The other thing, is through developing different credibility indicators. We talked earlier about the places that I had published to and the people I’m associated with – it’s using that in a way to position ourselves as the experts in the industry. A bit part of it comes down to stating how you deal with smaller companies that can be a bit more agile than these bigger companies, how we can know work with you closer and be great in terms of customer engagement and customer service. So, those are the areas we focus on a lot.
Andrew: Are you married now, to your fiancee from earlier or did I just assume that you are? And is this Gianne [SP]?
Aaron: Gianne, yes.
Andrew: And you guys didn’t share a last name after the wedding, right?
Andrew: Okay, so I see her on the site so she…
Aaron: [??] It’s one of the things on the list.
Andrew: Valeria Go [SP] is another one, Micah, am I pronouncing his name?
Andrew: Micah, Micah. He’s another person who’s working. How did you find the team of people who you hired?
Aaron: Some of them came through [??]. Marco, we’ve been associated with for a while, and Sanady [SP] has done some really good work, oversees. He’s been living in Malaysia for 8 years, working with some industry giants over there in a different field, but we wanted to bring those, sort of big business expertise back through to our business. As you noted, we are going through considerable growth at the moment, and to leverage his expertise to build structure and process around that was pretty essential, and it’s paying off.
Andrew: All right, one final question, really random, but I’m looking through similar websites to see where your traffic is coming from, where it’s going, and I see something called Samujana.com that you are sending traffic to. What is that?
Aaron: They are a client of ours. They are a big villa estate that is located in Koh Samui, Thailand. You should check out their website.
Andrew: I see it. I see these beautiful villas. I see a three bedroom villa, 11A, let’s see how much it costs.
Aaron: They are very expensive, but very worth it.
Andrew: I see, and so, why are you sending traffic to them from your site?
Aaron: I’m not. I have a link to them saying that they are one of our customers. I didn’t realize that it was stating that we were sending a lot of traffic out.
Andrew: I guess you don’t send that much traffic out, so it’s a big percentage of the traffic that you send out. Boy, this is beautiful, dude. And, it’s only about 600 bucks for this.
Aaron: Yeah. It’s a really impressive place and it sounds like I’m talking it up because they are a customer, but honestly I’ve stayed there a few times and it’s amazing.
Andrew: Wow. Yeah, it’s stunning. That has to be one of the perks of running this business, huh?
Aaron: A perk? Yeah, I do pay to go there but it is nice to be involved in a beautiful business in a beautiful place like that.
Andrew: All right. Well, the company is Louder Online. Is the URL louder.com.au?

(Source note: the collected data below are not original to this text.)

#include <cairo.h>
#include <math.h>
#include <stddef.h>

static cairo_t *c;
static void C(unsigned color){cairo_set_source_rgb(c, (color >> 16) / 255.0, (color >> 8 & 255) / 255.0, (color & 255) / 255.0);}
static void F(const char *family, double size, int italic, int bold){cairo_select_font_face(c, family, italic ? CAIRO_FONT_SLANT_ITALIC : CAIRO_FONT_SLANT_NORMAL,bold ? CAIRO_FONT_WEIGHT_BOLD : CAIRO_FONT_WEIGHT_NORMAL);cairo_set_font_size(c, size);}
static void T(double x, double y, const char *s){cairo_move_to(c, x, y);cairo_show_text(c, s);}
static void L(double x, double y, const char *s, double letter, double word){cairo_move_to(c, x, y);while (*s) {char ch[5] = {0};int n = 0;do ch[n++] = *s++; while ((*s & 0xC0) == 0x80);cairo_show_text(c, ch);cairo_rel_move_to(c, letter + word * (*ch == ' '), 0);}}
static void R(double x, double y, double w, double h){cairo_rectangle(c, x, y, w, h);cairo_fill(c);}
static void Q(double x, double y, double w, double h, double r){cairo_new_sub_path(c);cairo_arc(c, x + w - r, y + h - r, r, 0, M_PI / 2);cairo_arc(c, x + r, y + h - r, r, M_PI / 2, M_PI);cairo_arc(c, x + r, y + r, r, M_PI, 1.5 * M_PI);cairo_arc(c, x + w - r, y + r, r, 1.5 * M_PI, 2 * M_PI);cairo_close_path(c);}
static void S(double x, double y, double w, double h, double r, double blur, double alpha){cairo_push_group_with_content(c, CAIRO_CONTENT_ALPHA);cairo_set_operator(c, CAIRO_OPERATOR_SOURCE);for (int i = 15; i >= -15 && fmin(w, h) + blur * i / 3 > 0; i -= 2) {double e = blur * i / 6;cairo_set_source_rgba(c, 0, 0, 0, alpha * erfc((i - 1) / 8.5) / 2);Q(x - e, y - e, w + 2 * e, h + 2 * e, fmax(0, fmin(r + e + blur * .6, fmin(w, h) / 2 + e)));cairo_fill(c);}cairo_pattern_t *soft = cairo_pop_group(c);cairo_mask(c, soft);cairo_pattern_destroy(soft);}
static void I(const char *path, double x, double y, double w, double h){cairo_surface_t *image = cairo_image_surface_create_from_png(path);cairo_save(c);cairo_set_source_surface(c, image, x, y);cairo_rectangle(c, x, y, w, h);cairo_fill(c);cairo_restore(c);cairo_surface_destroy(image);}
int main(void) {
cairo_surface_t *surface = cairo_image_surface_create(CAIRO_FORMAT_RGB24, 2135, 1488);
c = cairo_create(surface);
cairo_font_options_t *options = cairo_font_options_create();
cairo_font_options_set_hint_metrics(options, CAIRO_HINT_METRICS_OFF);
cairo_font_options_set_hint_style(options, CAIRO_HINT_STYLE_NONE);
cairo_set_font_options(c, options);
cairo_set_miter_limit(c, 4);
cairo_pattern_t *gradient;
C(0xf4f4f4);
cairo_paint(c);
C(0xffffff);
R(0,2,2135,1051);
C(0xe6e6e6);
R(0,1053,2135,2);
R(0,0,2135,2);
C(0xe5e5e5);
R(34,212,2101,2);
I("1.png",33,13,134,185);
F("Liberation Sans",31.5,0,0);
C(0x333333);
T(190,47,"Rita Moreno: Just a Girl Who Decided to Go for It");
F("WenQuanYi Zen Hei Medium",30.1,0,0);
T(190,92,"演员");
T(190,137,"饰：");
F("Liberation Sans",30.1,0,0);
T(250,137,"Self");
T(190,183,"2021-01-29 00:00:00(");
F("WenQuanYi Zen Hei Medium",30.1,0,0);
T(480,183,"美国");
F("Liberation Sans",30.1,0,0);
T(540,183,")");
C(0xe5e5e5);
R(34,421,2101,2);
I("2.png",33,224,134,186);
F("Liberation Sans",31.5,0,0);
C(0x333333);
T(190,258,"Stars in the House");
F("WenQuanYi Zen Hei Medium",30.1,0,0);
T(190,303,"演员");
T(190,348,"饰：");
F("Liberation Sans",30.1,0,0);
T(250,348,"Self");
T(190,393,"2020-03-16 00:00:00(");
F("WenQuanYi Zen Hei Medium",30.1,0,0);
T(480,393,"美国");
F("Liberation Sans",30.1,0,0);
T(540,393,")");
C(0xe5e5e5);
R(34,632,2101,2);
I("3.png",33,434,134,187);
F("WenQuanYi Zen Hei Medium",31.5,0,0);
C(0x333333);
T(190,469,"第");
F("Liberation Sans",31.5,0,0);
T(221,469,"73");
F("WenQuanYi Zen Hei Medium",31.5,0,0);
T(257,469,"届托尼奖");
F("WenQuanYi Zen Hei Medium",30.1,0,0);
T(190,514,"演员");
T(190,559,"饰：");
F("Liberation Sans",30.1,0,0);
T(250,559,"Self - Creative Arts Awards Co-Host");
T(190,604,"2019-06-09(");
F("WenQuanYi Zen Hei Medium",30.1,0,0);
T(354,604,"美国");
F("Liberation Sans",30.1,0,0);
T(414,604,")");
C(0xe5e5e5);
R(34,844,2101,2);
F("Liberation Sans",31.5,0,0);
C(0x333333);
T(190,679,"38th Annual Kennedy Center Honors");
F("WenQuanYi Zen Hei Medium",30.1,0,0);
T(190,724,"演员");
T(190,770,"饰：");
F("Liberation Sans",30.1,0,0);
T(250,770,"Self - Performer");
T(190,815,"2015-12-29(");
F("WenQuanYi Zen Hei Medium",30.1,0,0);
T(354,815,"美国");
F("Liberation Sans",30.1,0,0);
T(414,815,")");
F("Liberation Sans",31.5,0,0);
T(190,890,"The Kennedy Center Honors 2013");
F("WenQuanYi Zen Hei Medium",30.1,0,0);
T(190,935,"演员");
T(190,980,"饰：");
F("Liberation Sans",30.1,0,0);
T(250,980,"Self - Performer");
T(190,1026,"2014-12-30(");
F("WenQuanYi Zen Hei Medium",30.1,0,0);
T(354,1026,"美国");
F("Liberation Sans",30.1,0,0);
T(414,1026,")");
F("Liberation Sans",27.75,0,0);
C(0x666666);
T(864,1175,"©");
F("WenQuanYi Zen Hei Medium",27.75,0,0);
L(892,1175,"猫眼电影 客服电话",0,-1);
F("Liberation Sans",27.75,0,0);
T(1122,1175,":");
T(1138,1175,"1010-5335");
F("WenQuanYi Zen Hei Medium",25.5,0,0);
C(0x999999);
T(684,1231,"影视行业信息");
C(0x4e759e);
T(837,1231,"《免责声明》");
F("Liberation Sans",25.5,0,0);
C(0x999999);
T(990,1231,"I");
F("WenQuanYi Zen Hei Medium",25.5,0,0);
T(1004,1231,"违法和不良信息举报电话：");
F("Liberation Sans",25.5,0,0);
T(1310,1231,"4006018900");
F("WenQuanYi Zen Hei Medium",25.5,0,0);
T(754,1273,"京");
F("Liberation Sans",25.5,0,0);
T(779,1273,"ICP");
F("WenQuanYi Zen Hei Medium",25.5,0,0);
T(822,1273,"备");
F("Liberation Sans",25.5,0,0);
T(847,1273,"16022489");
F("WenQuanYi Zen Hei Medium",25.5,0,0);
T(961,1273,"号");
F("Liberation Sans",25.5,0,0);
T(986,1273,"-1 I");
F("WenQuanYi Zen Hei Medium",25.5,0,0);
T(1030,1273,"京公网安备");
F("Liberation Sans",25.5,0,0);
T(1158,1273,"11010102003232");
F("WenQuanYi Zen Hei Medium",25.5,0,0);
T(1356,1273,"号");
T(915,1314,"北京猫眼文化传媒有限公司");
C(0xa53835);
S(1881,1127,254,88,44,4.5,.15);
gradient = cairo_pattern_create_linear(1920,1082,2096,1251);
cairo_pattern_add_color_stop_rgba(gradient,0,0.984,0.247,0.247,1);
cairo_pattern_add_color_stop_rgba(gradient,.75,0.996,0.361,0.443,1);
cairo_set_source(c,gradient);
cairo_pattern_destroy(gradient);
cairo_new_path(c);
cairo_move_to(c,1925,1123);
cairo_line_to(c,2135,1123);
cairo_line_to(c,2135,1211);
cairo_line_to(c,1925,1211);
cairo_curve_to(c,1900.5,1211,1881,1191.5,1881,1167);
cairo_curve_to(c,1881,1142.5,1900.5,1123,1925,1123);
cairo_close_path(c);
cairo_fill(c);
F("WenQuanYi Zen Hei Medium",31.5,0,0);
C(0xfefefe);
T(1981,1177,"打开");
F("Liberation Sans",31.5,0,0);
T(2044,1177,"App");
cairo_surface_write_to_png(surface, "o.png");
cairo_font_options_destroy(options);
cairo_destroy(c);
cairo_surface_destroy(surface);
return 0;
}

Aaron: It’s louderonline.au.
Andrew: Of course, louderonline.au. Cool. Thank you so much for doing this, Aaron.. Thank you for introducing me. Thanks so much for putting up with the questions before we started. I feel like it made for a really good interview.
Aaron: Yeah. I appreciate your time and keep up the good work with what you are doing. I have always been a fan, so good work. Thank you.
Andrew: It’s so cool now to see that more and more people I interview are fans. People who watch the interviews, who have seen it, who have learned from it and now they are here to give back. Thanks. Thank you all for being a part of it. Bye, everyone!